• _TASK STATEMENT_
Exactly as written, copy the lines that run from the start of the data below to the line containing "pinky pip: (831, 80)", both ends included.
RECORDS FOR THIS EXERCISE START
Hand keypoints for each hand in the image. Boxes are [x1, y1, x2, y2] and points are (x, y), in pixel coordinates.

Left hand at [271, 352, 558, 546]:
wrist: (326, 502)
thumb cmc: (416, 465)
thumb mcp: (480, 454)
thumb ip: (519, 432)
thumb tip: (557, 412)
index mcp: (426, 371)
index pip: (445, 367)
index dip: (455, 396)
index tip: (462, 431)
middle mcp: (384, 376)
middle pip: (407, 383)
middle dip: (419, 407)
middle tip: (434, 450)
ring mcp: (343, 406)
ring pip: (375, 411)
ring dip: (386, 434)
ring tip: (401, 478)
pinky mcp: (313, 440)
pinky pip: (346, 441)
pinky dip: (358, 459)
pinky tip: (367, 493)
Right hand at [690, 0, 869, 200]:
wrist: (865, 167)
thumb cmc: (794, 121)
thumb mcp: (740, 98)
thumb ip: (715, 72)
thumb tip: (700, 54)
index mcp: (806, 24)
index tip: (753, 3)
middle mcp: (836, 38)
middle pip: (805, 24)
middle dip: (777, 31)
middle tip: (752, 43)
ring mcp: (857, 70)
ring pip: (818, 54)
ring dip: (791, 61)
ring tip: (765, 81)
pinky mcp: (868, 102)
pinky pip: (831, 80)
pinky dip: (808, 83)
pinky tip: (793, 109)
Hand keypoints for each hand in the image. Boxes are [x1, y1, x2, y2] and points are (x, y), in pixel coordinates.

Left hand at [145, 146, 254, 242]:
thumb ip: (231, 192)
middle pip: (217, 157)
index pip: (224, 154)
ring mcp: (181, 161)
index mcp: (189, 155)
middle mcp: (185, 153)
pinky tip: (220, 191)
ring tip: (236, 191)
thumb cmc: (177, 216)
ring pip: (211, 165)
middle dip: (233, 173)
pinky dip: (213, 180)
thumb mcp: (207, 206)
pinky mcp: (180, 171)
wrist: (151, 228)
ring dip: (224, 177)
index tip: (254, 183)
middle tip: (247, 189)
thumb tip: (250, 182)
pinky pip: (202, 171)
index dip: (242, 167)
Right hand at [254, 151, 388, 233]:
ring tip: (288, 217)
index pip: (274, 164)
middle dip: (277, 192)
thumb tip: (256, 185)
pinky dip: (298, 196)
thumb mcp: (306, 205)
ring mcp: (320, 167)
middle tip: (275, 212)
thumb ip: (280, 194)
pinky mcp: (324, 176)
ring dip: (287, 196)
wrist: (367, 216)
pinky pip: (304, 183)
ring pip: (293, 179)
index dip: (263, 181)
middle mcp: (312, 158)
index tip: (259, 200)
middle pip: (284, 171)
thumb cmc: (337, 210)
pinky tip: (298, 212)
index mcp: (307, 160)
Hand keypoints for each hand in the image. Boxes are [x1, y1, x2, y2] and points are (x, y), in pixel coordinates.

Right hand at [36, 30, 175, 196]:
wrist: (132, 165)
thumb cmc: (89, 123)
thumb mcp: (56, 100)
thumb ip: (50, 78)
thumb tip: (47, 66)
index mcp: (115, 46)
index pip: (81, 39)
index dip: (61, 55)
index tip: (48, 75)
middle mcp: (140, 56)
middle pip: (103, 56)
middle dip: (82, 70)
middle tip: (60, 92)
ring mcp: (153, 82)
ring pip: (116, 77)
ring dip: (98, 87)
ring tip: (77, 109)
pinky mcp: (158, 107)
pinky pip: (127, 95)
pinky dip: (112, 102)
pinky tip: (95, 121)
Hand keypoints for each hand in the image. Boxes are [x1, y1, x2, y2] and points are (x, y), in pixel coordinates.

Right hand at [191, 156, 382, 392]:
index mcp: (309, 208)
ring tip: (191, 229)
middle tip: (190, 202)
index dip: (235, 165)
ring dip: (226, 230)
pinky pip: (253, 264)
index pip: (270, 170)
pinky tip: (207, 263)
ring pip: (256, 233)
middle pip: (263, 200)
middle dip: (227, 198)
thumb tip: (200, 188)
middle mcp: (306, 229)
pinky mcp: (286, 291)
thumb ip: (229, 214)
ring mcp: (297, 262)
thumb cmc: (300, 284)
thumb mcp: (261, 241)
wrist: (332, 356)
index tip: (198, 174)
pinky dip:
RECORDS FOR THIS EXERCISE END
• _ANSWER TO THE EXERCISE_
Hand keypoints for each hand in the image. Boxes are [x1, y1, x2, y2] and points are (x, y), in pixel coordinates.

Left hand at [271, 352, 558, 546]:
wrist: (326, 502)
thumb cmc: (416, 465)
thumb mcp: (480, 454)
thumb ip: (519, 432)
thumb tip: (557, 412)
index mcp: (426, 371)
index pip: (445, 367)
index dip: (455, 396)
index tip: (462, 431)
middle mcp: (384, 376)
middle pip: (407, 383)
middle dip: (419, 407)
middle tip: (434, 450)
ring mcp: (343, 406)
ring pip: (375, 411)
ring dip: (386, 434)
ring tip: (401, 478)
pinky mcp: (313, 440)
pinky pip: (346, 441)
pinky dip: (358, 459)
pinky tip: (367, 493)
Right hand at [690, 0, 869, 200]:
wrist: (865, 167)
thumb cmc: (794, 121)
thumb mcp: (740, 98)
thumb ip: (715, 72)
thumb tip: (700, 54)
index mcp: (806, 24)
index tip: (753, 3)
middle mcp: (836, 38)
middle pip: (805, 24)
middle dip: (777, 31)
middle tip: (752, 43)
ring mcp: (857, 70)
ring pip: (818, 54)
ring dip: (791, 61)
ring tip: (765, 81)
pinky mcp: (868, 102)
pinky pip: (831, 80)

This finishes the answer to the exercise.